Sri Lanka home work supported
Thursday 2nd August 2007, 12:00AM BST.
CROSS-Channel swimmer Roger Allsopp has pledged £1,750 to Bridge to Sri Lanka after a deeply emotional experience in the country. The 66-year-old retired surgeon, wife Kay and family have donated money to help buy land and build a house for two families who now live in temporary shacks.
The Hope for Guernsey chairman joined charity founder Sarah Griffith, her son Jack, 20, retired accident and emergency nurse Jean Rouget and Maire Tyrrell on a trip to the country last month.
‘It all started when I went to one of Sarah’s open days at Capelles Methodist Church.
‘I was impressed with what was going on, particularly when she spoke about a 14-year-old boy who had sustained severe burns just after the 2004 tsunami.
‘I thought I would go out and see what the situation now was with this boy.’
Island pharmacies donated hundreds of pounds-worth of drugs and medical supplies.

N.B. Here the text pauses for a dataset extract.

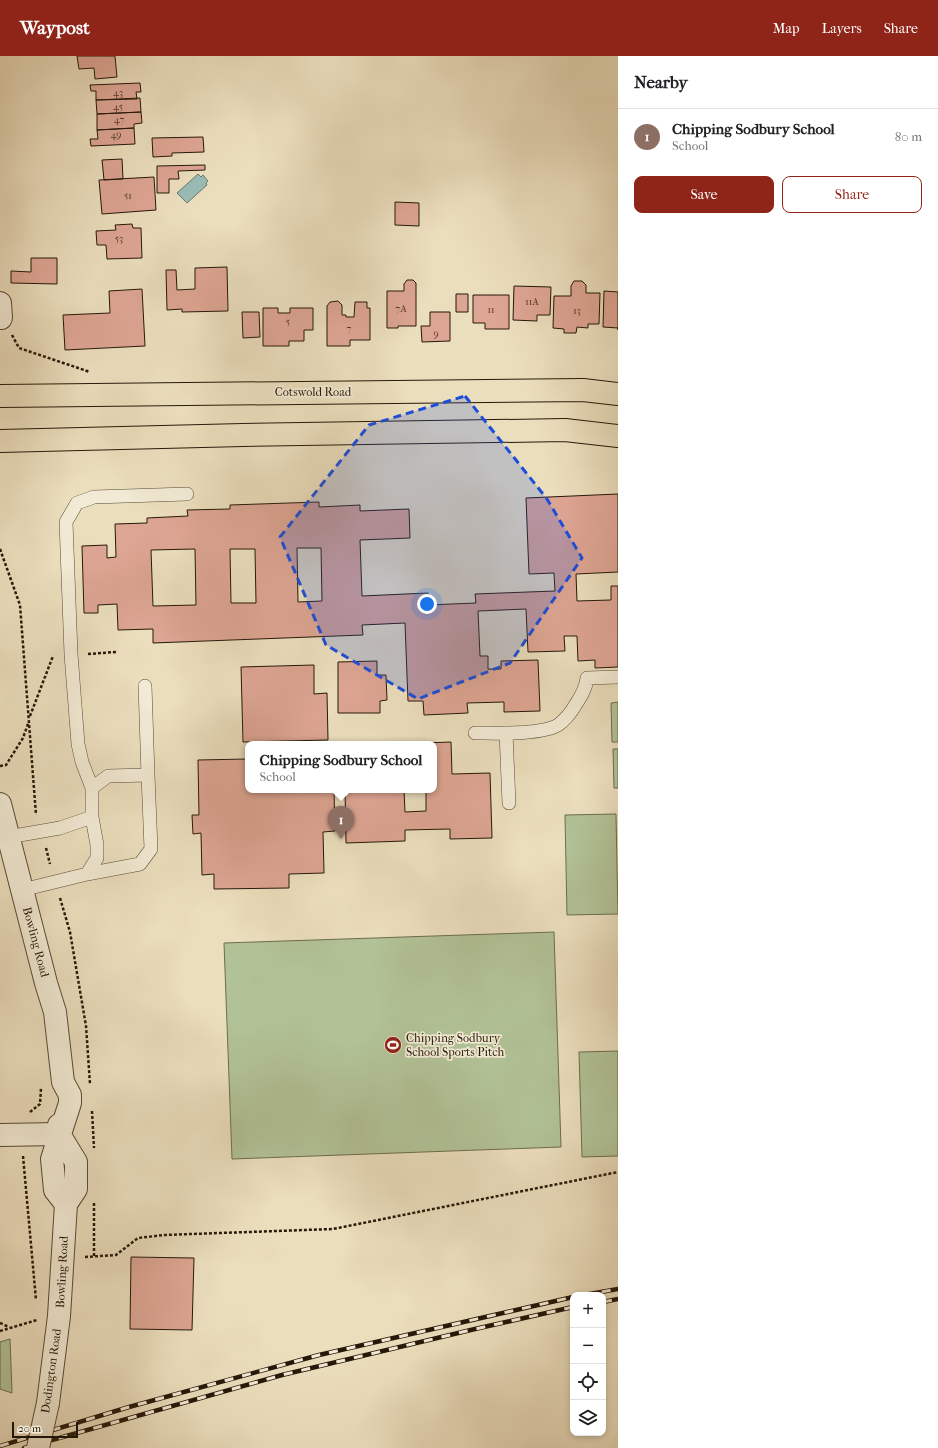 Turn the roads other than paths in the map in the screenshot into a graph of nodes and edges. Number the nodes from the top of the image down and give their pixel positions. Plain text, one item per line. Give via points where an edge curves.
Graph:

The group travelled to Hikkaduwa in the south-west, 94km from the capital Colombo. The team set up four clinics and saw more than 200 people in the refugee villages.
‘Over there, people go to the doctor but they cannot afford the drugs prescribed.’
He added: ‘The Mahathun family were living in a temporary house, which had been purchased together with the land by Dave Matheson from Laska. A storm had undermined the structure and they needed rehousing urgently.’
A separate family visited by the group, the Chandanas, had lost their kitchen in a bad storm a week before.
‘It is devastating that this family could not afford a second sheet of corrugated iron to make their shack waterproof so when a storm does come, the shack gets flooded.’
The donation will help to buy land and go towards building the family of seven a permanent house and supplies so they do not have to live in a one-room shack with no water or electricity.
‘There are quite a few people who would like to give money to charity when they know every penny goes to helping a family like this.’
He said that despite the work of non-governmental organisations in the wake of the tsunami, villages built for the large refugee population had been ill-planned.
‘There are entire estates without water and electricity.
‘We went to one village on the top of a hill, where the villagers had to walk miles for water, where there was no school or playground for the children and the families were totally isolated from everything that they had known before the tsunami struck – their jobs, homes and livelihoods.
‘All the major charities left after they had done their bit and refuse to go back and fix the problems they have left behind. Some charities have not spent money in the best way or indeed wisely, which is in total contrast to what Sarah is doing.’